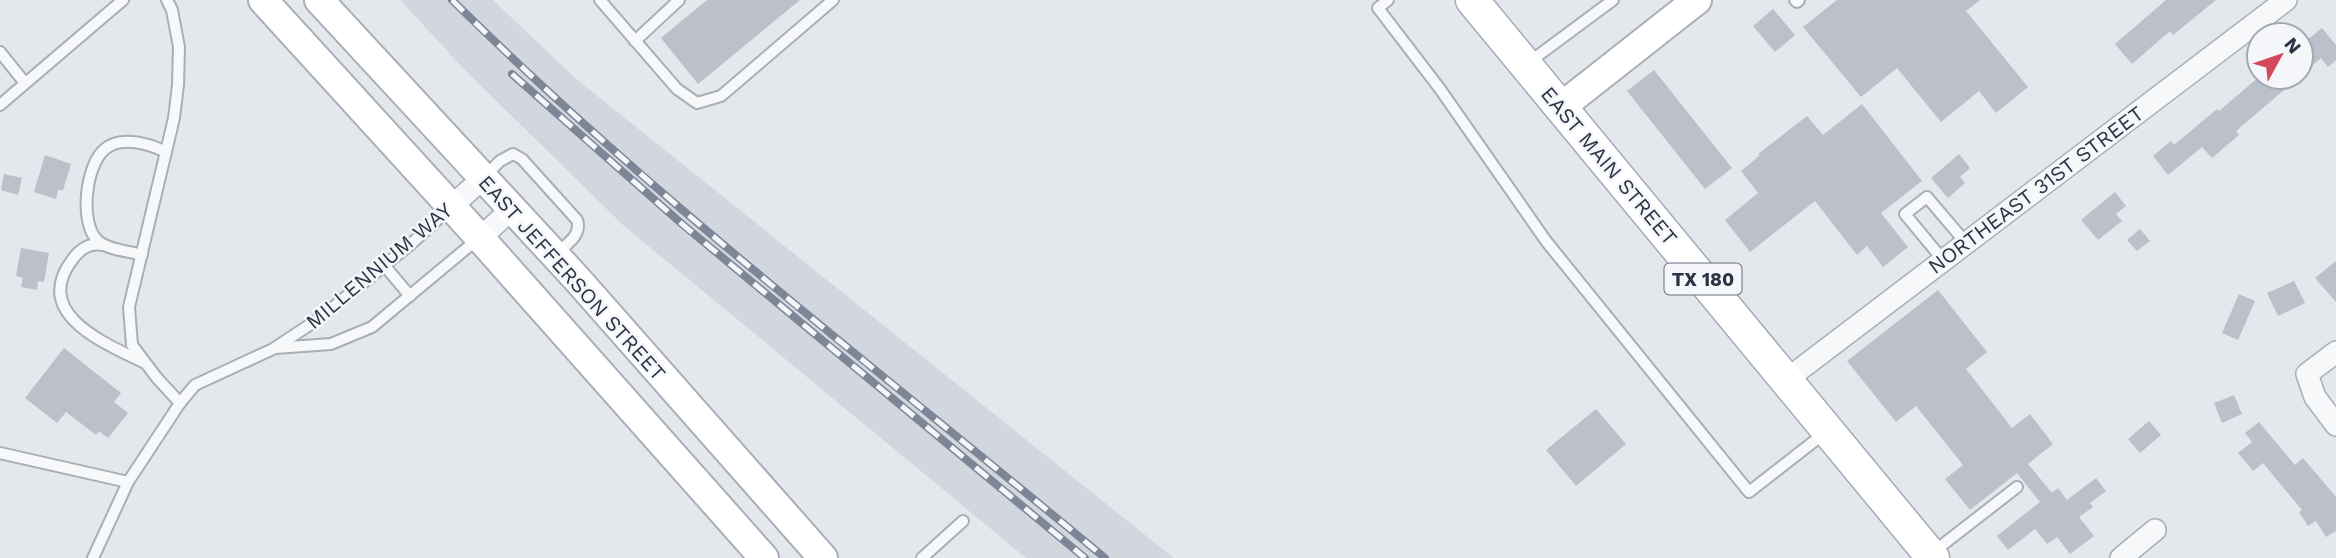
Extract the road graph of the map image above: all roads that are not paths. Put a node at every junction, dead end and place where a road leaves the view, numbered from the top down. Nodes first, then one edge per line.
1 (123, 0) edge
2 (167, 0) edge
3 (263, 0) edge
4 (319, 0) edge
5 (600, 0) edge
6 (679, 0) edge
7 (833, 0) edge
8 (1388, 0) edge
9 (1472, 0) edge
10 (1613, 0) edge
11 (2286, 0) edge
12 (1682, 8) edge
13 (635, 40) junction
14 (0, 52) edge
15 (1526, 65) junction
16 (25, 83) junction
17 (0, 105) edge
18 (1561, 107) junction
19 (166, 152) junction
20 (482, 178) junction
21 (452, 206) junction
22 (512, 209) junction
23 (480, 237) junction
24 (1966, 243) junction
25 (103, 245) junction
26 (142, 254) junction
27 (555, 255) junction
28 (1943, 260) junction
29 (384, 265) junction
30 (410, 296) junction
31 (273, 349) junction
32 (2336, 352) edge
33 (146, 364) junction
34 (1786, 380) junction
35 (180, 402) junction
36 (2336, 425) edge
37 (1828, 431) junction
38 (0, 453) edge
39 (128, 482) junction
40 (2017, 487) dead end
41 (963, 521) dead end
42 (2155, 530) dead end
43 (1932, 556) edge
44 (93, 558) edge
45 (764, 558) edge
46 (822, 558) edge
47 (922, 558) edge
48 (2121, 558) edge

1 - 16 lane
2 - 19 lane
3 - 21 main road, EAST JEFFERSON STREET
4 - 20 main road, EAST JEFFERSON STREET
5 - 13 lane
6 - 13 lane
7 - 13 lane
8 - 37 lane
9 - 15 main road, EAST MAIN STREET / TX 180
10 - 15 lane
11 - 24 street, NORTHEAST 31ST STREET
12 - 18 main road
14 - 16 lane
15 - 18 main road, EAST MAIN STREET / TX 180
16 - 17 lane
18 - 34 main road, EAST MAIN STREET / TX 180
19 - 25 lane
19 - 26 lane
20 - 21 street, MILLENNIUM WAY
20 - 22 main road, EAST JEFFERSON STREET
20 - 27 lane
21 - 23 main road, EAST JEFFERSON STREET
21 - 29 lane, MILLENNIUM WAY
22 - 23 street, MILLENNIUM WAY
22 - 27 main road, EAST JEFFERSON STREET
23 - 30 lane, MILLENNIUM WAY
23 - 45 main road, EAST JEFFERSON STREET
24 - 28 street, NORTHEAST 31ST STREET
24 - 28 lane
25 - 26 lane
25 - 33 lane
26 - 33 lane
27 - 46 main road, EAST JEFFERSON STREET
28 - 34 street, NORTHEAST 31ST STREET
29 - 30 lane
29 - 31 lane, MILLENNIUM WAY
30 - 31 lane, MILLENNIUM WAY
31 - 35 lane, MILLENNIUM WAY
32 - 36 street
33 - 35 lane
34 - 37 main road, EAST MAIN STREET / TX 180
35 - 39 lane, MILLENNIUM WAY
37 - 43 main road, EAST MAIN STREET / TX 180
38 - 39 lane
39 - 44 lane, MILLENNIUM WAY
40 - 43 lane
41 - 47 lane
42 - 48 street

**WHAT THIS TASK INVOLVES:** For every line in the entries above that contains "JEFFERSON", add one to a count, and give that number by itself.

**EXERCISE RESULT:** 7